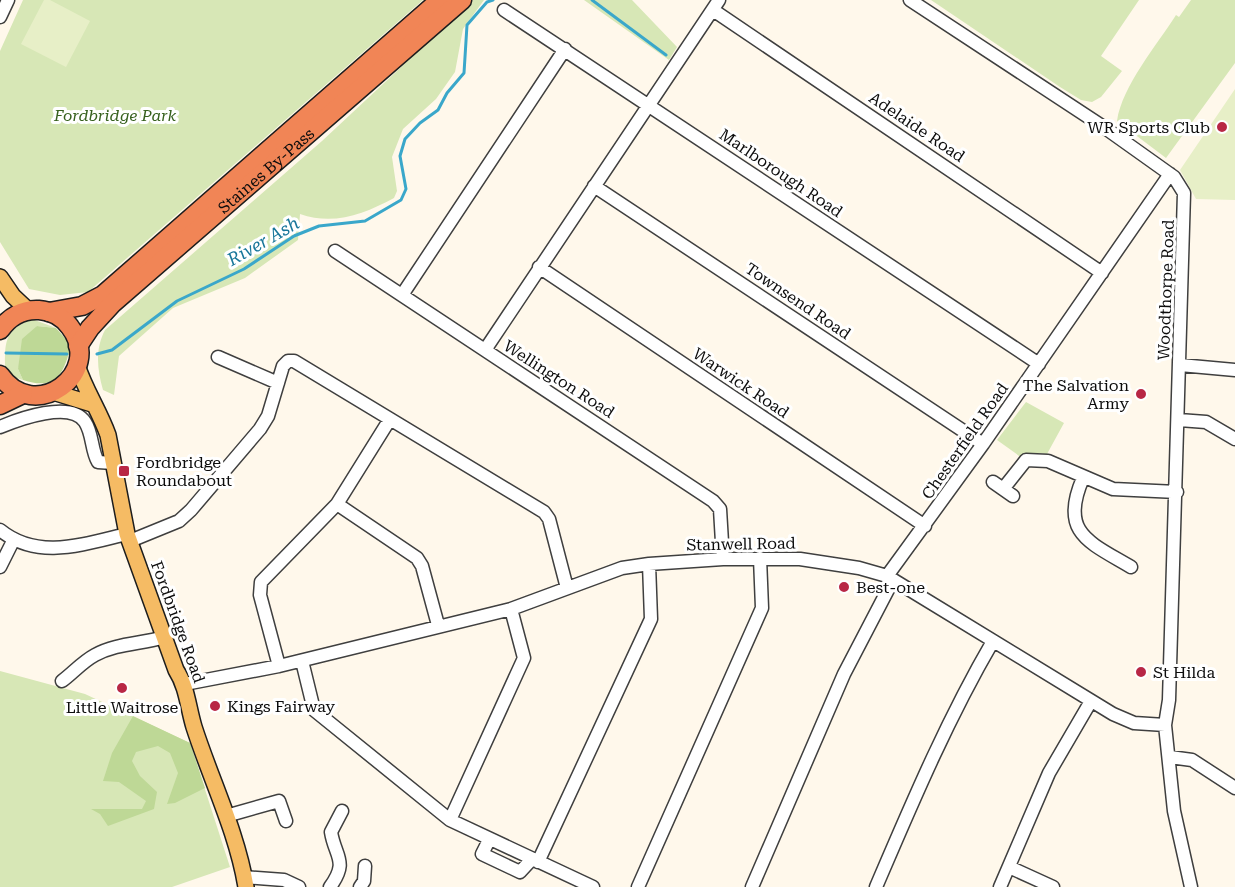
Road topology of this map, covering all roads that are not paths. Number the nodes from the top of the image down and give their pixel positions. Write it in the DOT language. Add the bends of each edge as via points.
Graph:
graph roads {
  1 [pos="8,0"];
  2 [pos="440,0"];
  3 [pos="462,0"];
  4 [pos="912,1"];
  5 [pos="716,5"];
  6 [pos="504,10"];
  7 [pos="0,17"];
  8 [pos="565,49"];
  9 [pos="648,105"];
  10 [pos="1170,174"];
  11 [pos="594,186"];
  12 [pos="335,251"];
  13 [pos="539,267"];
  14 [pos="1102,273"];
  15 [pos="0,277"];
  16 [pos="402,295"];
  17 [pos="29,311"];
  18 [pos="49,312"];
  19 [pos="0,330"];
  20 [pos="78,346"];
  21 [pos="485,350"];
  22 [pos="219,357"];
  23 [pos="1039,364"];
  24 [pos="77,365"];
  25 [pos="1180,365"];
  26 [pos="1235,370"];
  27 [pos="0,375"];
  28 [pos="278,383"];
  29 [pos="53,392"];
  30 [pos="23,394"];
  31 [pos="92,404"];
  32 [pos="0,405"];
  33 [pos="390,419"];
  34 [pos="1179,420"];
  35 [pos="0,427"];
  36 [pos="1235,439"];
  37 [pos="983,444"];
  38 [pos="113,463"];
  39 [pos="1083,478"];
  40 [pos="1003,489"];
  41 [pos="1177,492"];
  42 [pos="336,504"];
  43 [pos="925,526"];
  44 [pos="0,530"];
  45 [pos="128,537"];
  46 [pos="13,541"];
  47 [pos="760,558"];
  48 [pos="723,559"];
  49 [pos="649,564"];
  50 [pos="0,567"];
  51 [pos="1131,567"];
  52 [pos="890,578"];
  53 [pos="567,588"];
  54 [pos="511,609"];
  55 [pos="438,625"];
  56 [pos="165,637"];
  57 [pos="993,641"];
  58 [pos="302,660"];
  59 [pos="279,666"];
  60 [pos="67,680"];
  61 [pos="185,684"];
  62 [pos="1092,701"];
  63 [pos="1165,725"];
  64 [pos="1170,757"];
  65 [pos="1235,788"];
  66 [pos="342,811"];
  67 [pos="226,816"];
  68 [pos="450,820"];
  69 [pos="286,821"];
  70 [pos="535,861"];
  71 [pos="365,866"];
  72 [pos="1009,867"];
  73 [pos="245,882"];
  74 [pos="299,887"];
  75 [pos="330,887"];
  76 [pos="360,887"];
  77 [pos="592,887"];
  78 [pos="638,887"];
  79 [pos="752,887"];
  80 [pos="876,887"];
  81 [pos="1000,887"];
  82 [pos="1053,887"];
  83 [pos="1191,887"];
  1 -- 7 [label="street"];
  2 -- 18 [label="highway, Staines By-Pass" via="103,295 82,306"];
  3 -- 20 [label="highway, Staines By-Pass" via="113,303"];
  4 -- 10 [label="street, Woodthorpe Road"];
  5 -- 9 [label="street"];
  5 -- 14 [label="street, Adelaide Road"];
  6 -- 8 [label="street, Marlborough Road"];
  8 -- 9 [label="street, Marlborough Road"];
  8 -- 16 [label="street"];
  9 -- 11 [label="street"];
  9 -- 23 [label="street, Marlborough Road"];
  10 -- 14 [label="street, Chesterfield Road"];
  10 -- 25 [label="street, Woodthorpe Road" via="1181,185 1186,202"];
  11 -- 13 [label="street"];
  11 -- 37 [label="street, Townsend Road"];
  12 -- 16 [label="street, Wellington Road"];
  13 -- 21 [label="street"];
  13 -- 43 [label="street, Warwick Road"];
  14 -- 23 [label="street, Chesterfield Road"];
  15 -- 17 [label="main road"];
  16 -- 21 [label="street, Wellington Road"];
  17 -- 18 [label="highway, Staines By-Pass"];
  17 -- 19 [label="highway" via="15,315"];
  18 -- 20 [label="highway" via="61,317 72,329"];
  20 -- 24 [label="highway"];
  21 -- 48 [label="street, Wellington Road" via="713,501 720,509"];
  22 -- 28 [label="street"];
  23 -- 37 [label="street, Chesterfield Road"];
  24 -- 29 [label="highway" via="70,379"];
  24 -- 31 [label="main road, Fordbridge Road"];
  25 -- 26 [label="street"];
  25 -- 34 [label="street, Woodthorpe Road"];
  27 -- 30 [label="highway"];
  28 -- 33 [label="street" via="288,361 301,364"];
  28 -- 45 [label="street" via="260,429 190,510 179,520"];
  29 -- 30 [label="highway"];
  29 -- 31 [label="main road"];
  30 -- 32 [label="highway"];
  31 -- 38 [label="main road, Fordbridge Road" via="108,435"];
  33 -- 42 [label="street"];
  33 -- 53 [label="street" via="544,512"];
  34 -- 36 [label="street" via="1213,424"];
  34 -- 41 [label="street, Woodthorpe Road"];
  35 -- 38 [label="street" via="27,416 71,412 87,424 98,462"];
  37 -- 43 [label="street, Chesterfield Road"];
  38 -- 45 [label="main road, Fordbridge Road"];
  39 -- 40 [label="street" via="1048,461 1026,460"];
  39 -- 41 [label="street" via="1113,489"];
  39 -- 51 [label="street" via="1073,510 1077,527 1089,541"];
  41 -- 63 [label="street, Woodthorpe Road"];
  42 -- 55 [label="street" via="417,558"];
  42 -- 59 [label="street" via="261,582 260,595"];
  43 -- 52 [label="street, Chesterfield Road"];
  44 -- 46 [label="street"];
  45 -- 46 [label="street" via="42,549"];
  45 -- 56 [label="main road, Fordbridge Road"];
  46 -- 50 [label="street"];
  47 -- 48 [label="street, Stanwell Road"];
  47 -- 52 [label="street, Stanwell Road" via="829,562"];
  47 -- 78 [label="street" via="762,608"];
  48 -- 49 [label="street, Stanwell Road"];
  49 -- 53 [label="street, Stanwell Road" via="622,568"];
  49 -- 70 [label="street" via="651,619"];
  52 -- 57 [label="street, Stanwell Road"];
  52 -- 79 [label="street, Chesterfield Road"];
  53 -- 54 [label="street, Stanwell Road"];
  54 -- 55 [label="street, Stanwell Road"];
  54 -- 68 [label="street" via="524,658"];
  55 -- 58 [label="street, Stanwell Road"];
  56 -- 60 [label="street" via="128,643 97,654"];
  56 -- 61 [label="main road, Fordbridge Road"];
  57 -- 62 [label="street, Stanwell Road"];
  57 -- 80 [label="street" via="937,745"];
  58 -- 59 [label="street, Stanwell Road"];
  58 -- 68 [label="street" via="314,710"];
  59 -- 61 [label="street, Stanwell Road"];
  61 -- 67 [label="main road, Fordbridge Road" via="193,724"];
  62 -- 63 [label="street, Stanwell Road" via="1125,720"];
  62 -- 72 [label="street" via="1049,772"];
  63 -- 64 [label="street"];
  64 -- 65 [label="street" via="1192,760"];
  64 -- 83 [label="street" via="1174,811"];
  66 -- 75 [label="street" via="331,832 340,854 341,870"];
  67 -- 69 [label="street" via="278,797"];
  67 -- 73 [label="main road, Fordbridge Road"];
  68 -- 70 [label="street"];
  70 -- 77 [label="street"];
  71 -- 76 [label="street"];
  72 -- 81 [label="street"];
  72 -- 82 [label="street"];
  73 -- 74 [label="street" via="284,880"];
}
• • • • •
TO DO. Check each line above for the string "highway" and copy every line that has it.

RESPONSE AREA.
  2 -- 18 [label="highway, Staines By-Pass" via="103,295 82,306"];
  3 -- 20 [label="highway, Staines By-Pass" via="113,303"];
  17 -- 18 [label="highway, Staines By-Pass"];
  17 -- 19 [label="highway" via="15,315"];
  18 -- 20 [label="highway" via="61,317 72,329"];
  20 -- 24 [label="highway"];
  24 -- 29 [label="highway" via="70,379"];
  27 -- 30 [label="highway"];
  29 -- 30 [label="highway"];
  30 -- 32 [label="highway"];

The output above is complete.